Karachalios et al. [31] retrospectively evaluated 95 THAs with an implanted Charnley prosthesis. The maximum tolerated distance for anatomical restoration of the COR without a significant increase of the loosening rate was only 2 mm laterally. In our series, median discrepancies of the horizontal COR were −2 mm (IQR, −5 to 2) in group A and −1 mm (IQR, −4 to 0) in group B (P = .69).

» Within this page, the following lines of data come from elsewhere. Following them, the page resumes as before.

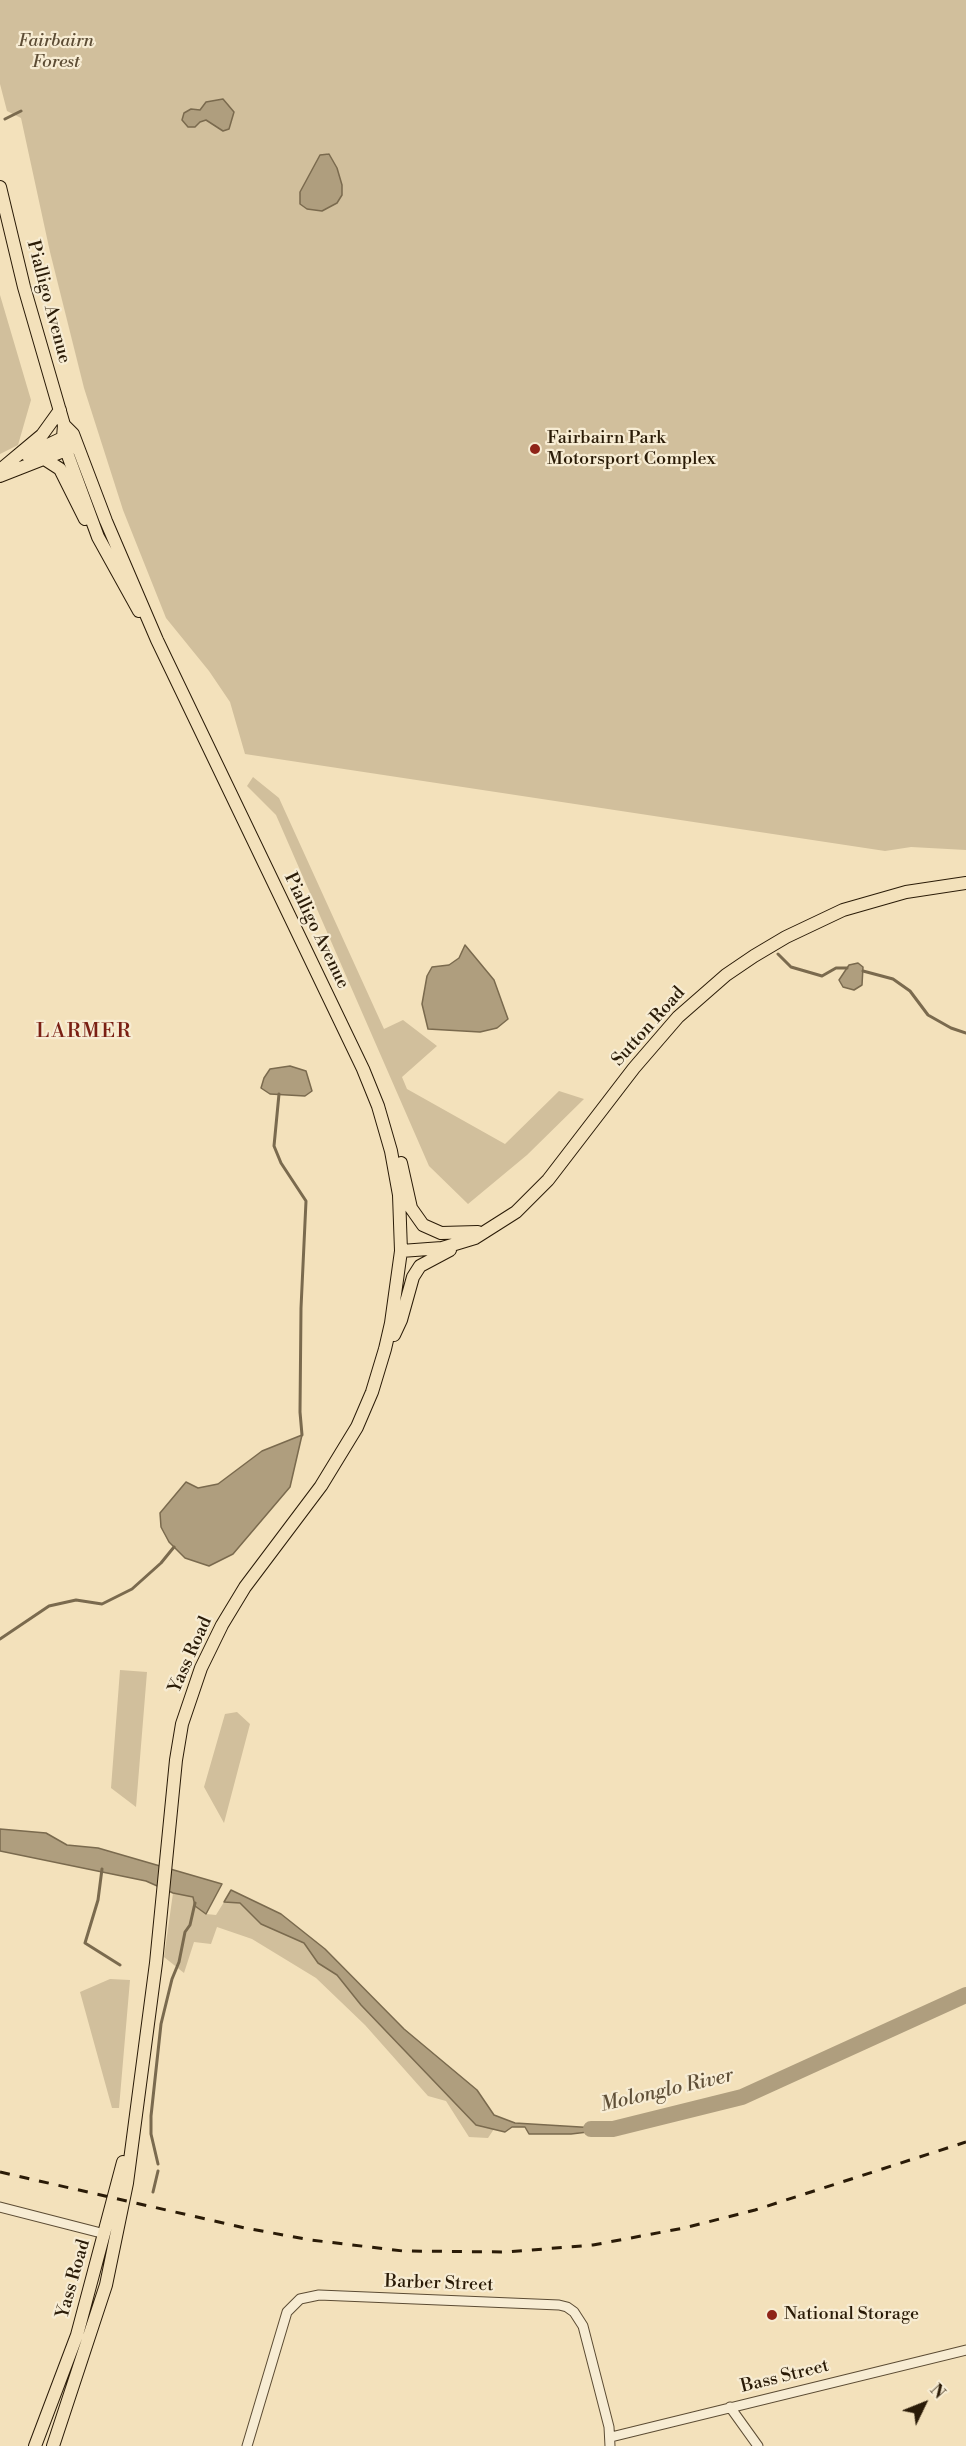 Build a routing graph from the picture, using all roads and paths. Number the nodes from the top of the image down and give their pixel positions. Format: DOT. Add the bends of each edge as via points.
graph roads {
  1 [pos="0,187"];
  2 [pos="60,410"];
  3 [pos="69,438"];
  4 [pos="43,458"];
  5 [pos="0,470"];
  6 [pos="0,476"];
  7 [pos="99,537"];
  8 [pos="157,640"];
  9 [pos="966,883"];
  10 [pos="381,1116"];
  11 [pos="490,1230"];
  12 [pos="464,1241"];
  13 [pos="400,1251"];
  14 [pos="382,1360"];
  15 [pos="135,2117"];
  16 [pos="0,2207"];
  17 [pos="105,2234"];
  18 [pos="113,2246"];
  19 [pos="966,2350"];
  20 [pos="730,2408"];
  21 [pos="611,2442"];
  22 [pos="34,2446"];
  23 [pos="53,2446"];
  24 [pos="247,2446"];
  25 [pos="758,2446"];
  1 -- 2 [label="main road, Pialligo Avenue"];
  2 -- 3 [label="main road, Pialligo Avenue"];
  2 -- 5 [label="main road" via="42,435"];
  3 -- 4 [label="main road"];
  3 -- 5 [label="main road"];
  3 -- 7 [label="main road, Pialligo Avenue"];
  3 -- 8 [label="main road, Pialligo Avenue"];
  4 -- 6 [label="main road"];
  4 -- 7 [label="main road" via="60,469 85,520"];
  7 -- 8 [label="main road, Pialligo Avenue" via="128,595"];
  8 -- 10 [label="main road, Pialligo Avenue" via="363,1069"];
  9 -- 11 [label="main road, Sutton Road" via="906,892 843,910 786,937 726,975 655,1043 533,1197"];
  10 -- 11 [label="main road" via="400,1158 416,1217 441,1233"];
  10 -- 13 [label="main road, Pialligo Avenue" via="399,1195"];
  11 -- 12 [label="main road, Sutton Road"];
  12 -- 13 [label="main road, Sutton Road" via="423,1251"];
  12 -- 14 [label="main road" via="416,1271 401,1320"];
  13 -- 14 [label="main road, Yass Road"];
  14 -- 15 [label="main road, Yass Road" via="372,1392 339,1460 222,1624 201,1668 182,1724"];
  15 -- 17 [label="main road, Yass Road"];
  15 -- 18 [label="main road, Yass Road" via="127,2183"];
  16 -- 17 [label="street"];
  17 -- 18 [label="main road"];
  17 -- 22 [label="main road, Yass Road" via="76,2335"];
  18 -- 23 [label="main road, Yass Road" via="102,2296"];
  19 -- 20 [label="street, Bass Street"];
  20 -- 21 [label="street, Bass Street"];
  20 -- 25 [label="street"];
  21 -- 24 [label="street, Barber Street" via="585,2333 574,2312 560,2305 319,2295 294,2303 284,2320"];
}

Callaghan et al. [25] reported the clinical and radiological results of 100 uncemented porous-coated THAs, analyzing the learning curve associated with the procedure. All surgeries were performed by one or 2 surgeons who had previously performed a total joint arthroplasty fellowship. A definite learning curve was evidenced by obtaining good postoperative outcomes in primary uncemented components. The authors evidenced significant improvement in acetabular placement in the second group of THA. In contrast with our study, it was not a comparison between surgeons, and all THAs were performed by experienced surgeons, not by residents. Another difference was the lack of AA measurement and the implantation of uncemented components. In our study, most of the implants were cemented. This fixation could probably be associated with a better orientation of acetabular cups, evidenced by a similar acetabular position in the 2 groups (Table 3, Table 4). We believe that avoiding mini-open approach, the systematic use of implant tools with offset, the modern cementation techniques, the use of pressurized cups, and the correct patient positioning would reduce the errors related to the version and inclination of the acetabular cup. Lewinnek's safe zone was achieved in 70 (74%) and 69 (63%) patients of groups A and B, respectively (P = .09) (Table 3).

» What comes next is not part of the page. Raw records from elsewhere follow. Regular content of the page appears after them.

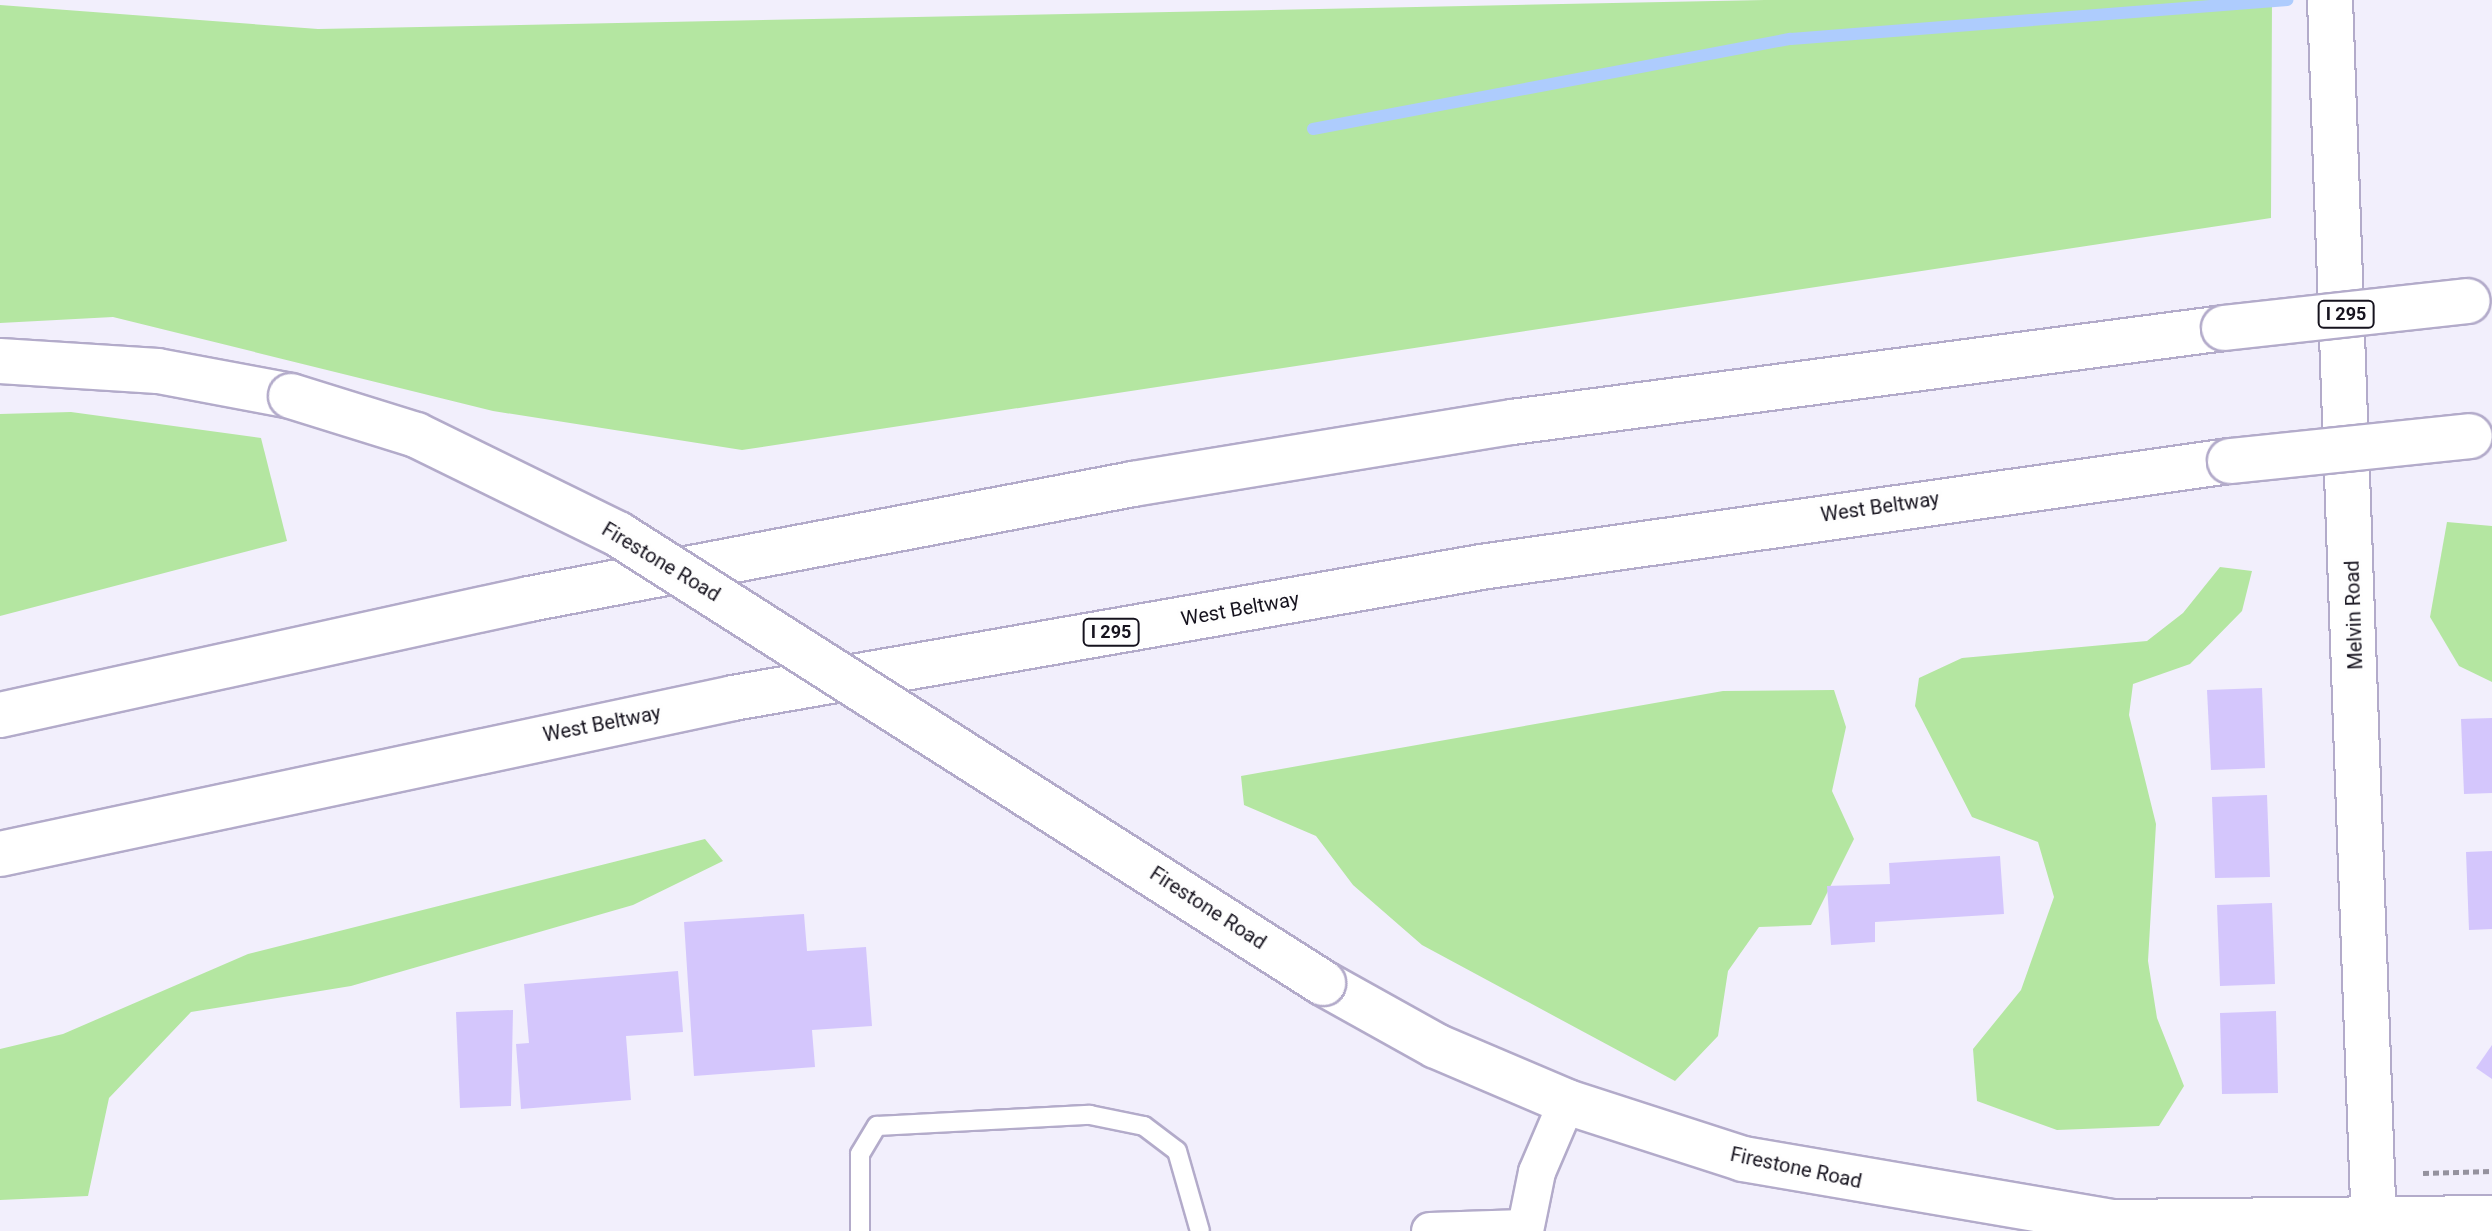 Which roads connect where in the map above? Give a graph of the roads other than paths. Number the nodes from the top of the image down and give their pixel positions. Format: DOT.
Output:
graph roads {
  1 [pos="2330,0"];
  2 [pos="2480,300"];
  3 [pos="0,361"];
  4 [pos="2481,435"];
  5 [pos="0,715"];
  6 [pos="0,854"];
  7 [pos="1567,1102"];
  8 [pos="2492,1218"];
  9 [pos="2374,1226"];
  10 [pos="1524,1229"];
  11 [pos="860,1231"];
  12 [pos="1200,1231"];
  13 [pos="1430,1231"];
  1 -- 9 [label="main road, Melvin Road"];
  2 -- 5 [label="main road, I 295, bridge"];
  3 -- 7 [label="main road, Firestone Road, bridge"];
  4 -- 6 [label="main road, West Beltway / I 295, bridge"];
  7 -- 9 [label="main road, Firestone Road"];
  7 -- 10 [label="street"];
  8 -- 9 [label="main road, Firestone Road"];
  10 -- 13 [label="street"];
  11 -- 12 [label="lane"];
}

Our study was not without limitations. First, its retrospective nature correlated with the biases exclusive to the study design. The sample size of the series resulted in a small number of cases included in both HS and OR groups, restraining the production of more accurate statistical analyses. It can be argued that the lack of statistical significance observed in some of the variables analyzed can be the result of a beta-type error (underpowered study). Second, we did not perform 3-dimensionally reconstructed measurements, which would have allowed us to achieve a more precise and accurate analysis. However, it is one of the largest studies comparing hip biomechanics between these 2 groups in cases of displaced FNFs. Further studies with a multicenter prospective, comparative approach are needed to validate our results.
Conclusions
We observed no significant difference in LLD, FO, vertical COR, AI, and AA measurements between the 2 groups, with only the postoperative horizontal COR significantly more precise in the resident's cohort. According to these results, ORs under strict supervision are as reliable as HSs to properly restore hip biomechanics in patients who undergo THA for displaced FNFs. We believe this study highlights the importance of strict supervision and an active teaching role of experienced HSs to provide excellence in the THA technique due to an FNF.
Conflict of interests
The authors declare there are no conflicts of interest.
Acknowledgments
The study was performed at the Italian Hospital of Buenos Aires, Argentina.